How can upward trends in local government taxes and expenditures be curbed?
Local authorities are also facing growing expenditure pressures, which translate into higher tax rates because they are required to balance their budgets. Large local tax hikes have partly undermined the labour supply benefits of the state income tax cuts. At the same time, the equalisation scheme may to some extent discourage local authorities from expanding their tax base. One option might be to shift part of local governments’ revenue base to property, which would also make local tax revenues less susceptible to fluctuations in economic activity, while another alternative would be to make counter cyclical adjustments to state grants. Both of these would reduce the tendency for the present balanced budget rule to ratchet up local expenditures during economic upswings, and then increase tax rates when activity slows.
Local government tax rates
Per cent

1. Excluding church tax.
Source: Statistics Sweden; OECD calculations.
How could the fiscal framework be refined to help long-term policy appraisal?
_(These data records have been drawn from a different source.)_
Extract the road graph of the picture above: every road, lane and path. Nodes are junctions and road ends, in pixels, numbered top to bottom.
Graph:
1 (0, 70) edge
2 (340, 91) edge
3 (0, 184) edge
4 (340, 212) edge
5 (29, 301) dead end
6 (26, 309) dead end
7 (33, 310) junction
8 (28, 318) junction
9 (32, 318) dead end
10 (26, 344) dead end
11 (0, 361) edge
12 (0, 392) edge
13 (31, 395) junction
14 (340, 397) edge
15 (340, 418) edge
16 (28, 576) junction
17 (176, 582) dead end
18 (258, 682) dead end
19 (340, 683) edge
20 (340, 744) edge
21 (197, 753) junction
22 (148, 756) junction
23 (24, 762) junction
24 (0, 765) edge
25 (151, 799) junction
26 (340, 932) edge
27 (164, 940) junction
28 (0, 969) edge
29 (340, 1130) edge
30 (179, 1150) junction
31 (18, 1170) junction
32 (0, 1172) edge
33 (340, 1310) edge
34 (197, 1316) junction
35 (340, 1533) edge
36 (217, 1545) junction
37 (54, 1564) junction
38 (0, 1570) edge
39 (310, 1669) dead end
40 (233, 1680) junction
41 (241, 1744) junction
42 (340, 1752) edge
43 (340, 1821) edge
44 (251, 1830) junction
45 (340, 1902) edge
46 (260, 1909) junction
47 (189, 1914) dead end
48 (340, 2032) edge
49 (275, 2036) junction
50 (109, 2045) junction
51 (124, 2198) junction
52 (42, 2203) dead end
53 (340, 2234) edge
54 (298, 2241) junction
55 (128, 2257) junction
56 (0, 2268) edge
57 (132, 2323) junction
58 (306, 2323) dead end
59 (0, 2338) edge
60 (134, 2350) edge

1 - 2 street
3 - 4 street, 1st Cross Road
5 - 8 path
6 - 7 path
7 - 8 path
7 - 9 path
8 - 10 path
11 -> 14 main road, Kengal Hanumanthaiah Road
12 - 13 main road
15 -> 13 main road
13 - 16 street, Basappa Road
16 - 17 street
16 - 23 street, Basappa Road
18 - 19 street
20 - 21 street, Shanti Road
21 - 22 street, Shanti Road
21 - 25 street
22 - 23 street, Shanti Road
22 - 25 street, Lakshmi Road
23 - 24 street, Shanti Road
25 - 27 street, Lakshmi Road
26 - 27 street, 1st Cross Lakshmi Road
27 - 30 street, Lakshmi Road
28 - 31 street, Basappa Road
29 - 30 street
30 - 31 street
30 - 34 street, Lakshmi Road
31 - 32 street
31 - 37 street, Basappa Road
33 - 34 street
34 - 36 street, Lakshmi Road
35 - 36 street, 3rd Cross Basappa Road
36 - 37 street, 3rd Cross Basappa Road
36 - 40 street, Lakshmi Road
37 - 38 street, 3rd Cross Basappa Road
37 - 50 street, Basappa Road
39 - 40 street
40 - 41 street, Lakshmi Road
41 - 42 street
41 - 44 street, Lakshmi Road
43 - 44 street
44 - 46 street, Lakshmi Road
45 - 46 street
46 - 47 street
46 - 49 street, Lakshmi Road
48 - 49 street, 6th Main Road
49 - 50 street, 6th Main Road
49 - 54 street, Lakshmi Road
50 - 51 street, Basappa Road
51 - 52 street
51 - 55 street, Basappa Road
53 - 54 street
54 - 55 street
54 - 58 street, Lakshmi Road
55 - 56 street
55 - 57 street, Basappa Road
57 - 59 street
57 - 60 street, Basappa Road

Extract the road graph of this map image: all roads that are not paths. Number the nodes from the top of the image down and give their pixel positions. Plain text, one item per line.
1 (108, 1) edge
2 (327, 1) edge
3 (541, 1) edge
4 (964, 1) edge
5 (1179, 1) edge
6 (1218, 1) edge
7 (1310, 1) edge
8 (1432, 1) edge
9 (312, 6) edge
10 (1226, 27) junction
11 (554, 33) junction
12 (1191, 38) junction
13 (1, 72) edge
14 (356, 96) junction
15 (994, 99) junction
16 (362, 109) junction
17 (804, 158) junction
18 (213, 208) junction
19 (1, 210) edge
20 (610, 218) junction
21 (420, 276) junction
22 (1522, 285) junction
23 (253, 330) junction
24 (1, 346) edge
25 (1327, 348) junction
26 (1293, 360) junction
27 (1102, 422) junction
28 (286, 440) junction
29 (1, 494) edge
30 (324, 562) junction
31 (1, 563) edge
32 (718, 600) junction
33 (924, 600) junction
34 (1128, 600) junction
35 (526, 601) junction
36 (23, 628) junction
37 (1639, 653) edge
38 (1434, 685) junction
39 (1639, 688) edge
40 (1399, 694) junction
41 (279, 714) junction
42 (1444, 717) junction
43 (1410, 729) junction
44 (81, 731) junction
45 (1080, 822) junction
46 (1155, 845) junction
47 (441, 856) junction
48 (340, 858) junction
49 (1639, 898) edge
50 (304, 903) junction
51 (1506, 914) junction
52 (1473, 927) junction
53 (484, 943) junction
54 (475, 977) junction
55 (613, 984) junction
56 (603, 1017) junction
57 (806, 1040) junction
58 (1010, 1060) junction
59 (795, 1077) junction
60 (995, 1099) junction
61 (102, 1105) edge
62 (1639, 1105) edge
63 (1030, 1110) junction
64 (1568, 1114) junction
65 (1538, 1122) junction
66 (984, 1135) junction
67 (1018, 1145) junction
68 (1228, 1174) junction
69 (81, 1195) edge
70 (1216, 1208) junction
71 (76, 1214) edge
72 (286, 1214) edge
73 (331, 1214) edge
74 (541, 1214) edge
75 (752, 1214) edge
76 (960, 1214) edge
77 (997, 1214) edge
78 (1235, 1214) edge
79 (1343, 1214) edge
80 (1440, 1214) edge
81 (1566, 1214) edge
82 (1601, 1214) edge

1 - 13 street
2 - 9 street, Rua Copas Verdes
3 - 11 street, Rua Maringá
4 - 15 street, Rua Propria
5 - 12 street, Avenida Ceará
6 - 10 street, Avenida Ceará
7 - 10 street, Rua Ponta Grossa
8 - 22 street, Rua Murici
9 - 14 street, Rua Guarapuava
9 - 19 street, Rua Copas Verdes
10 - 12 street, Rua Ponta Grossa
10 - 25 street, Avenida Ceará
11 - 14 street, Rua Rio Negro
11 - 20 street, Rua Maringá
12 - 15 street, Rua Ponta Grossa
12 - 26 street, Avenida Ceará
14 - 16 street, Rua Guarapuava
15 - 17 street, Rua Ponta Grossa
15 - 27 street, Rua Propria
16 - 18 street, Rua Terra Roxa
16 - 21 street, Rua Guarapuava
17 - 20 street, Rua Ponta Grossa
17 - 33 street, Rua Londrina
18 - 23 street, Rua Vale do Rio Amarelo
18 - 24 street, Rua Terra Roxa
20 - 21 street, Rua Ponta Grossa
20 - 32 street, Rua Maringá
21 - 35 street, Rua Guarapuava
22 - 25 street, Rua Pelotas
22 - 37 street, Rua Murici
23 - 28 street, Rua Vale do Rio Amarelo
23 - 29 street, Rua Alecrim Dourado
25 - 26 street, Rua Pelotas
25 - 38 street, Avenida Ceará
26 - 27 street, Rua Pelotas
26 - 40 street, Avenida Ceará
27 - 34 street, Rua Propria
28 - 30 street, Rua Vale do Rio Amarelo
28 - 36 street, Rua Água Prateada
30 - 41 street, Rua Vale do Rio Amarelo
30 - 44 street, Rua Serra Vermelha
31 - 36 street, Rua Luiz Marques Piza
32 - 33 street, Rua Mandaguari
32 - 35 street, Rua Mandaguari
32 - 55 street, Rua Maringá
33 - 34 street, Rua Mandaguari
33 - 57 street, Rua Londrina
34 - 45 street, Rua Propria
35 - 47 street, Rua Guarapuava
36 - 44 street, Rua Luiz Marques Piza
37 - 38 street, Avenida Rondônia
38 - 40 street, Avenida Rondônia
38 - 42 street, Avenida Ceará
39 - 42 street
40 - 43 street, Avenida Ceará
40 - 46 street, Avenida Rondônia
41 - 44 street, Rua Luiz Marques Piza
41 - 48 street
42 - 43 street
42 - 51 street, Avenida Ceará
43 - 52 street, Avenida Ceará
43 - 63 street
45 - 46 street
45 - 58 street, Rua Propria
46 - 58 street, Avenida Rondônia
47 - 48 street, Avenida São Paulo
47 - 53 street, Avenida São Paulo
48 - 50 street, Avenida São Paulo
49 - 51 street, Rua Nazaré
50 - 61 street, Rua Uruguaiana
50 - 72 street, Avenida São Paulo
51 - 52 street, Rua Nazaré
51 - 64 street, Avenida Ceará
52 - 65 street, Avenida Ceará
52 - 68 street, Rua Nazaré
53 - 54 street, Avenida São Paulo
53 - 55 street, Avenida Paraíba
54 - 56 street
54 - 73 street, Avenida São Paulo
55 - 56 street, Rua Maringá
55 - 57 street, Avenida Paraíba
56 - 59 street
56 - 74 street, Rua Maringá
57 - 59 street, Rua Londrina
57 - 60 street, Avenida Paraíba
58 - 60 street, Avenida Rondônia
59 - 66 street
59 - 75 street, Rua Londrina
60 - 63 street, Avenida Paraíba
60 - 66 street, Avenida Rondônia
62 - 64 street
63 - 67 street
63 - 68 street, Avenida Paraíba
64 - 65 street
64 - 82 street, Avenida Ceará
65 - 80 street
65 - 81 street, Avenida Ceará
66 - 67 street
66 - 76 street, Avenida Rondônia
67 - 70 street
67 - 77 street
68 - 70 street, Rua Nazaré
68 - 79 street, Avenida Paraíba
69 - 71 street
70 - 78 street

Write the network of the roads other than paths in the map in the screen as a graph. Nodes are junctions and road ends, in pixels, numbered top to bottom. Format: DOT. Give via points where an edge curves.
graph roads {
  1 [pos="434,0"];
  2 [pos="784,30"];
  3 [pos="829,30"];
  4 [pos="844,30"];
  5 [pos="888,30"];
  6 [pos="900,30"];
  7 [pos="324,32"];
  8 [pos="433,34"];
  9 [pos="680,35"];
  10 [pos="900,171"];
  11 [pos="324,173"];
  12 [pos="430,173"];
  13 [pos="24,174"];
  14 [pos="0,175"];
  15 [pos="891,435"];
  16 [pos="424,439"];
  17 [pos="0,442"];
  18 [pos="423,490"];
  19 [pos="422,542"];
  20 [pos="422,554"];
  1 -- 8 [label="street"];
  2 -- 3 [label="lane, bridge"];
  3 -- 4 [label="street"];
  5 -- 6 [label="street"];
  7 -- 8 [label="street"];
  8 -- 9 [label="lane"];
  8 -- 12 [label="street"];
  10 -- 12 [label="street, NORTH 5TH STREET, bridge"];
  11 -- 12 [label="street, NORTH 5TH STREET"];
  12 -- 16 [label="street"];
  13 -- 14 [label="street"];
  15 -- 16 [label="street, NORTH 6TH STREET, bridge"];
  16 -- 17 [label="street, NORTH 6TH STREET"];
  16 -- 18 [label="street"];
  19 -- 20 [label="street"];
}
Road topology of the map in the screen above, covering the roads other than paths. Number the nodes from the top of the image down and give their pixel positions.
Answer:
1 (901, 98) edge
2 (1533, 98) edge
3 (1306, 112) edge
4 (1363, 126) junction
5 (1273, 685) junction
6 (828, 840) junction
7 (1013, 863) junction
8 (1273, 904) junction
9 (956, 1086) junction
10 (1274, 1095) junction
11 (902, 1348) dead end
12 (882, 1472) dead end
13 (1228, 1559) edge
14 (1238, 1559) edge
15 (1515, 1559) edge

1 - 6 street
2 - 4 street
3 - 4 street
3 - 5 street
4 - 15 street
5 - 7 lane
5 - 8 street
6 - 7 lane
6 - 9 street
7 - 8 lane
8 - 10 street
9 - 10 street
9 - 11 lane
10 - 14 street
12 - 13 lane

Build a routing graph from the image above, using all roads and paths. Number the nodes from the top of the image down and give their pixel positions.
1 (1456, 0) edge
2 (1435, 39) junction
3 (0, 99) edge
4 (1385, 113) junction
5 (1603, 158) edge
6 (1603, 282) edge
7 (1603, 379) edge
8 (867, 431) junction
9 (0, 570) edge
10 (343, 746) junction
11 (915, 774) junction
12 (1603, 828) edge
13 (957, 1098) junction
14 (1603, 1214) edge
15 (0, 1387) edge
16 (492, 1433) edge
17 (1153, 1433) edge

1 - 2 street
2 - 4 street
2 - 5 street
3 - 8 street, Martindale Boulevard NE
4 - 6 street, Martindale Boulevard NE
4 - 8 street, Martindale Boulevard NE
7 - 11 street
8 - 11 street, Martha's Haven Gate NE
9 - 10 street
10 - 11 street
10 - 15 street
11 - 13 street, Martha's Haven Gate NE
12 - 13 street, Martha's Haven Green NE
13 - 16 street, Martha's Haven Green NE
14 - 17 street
For the longer term, it would be useful to refine the current framework so that all the instruments and targets are brought together in a more integrated and transparent way. This would involve interlinking the expenditure ceilings, the balanced budget requirement on local authorities and the employment rate target of 80 per cent with the government’s objective for the national accounts based general government surplus. It would also make it easier to assess the additional policy efforts required, indicate how improvements on one element would flow through to the others, and provide a consistent benchmark for measuring progress against long term objectives.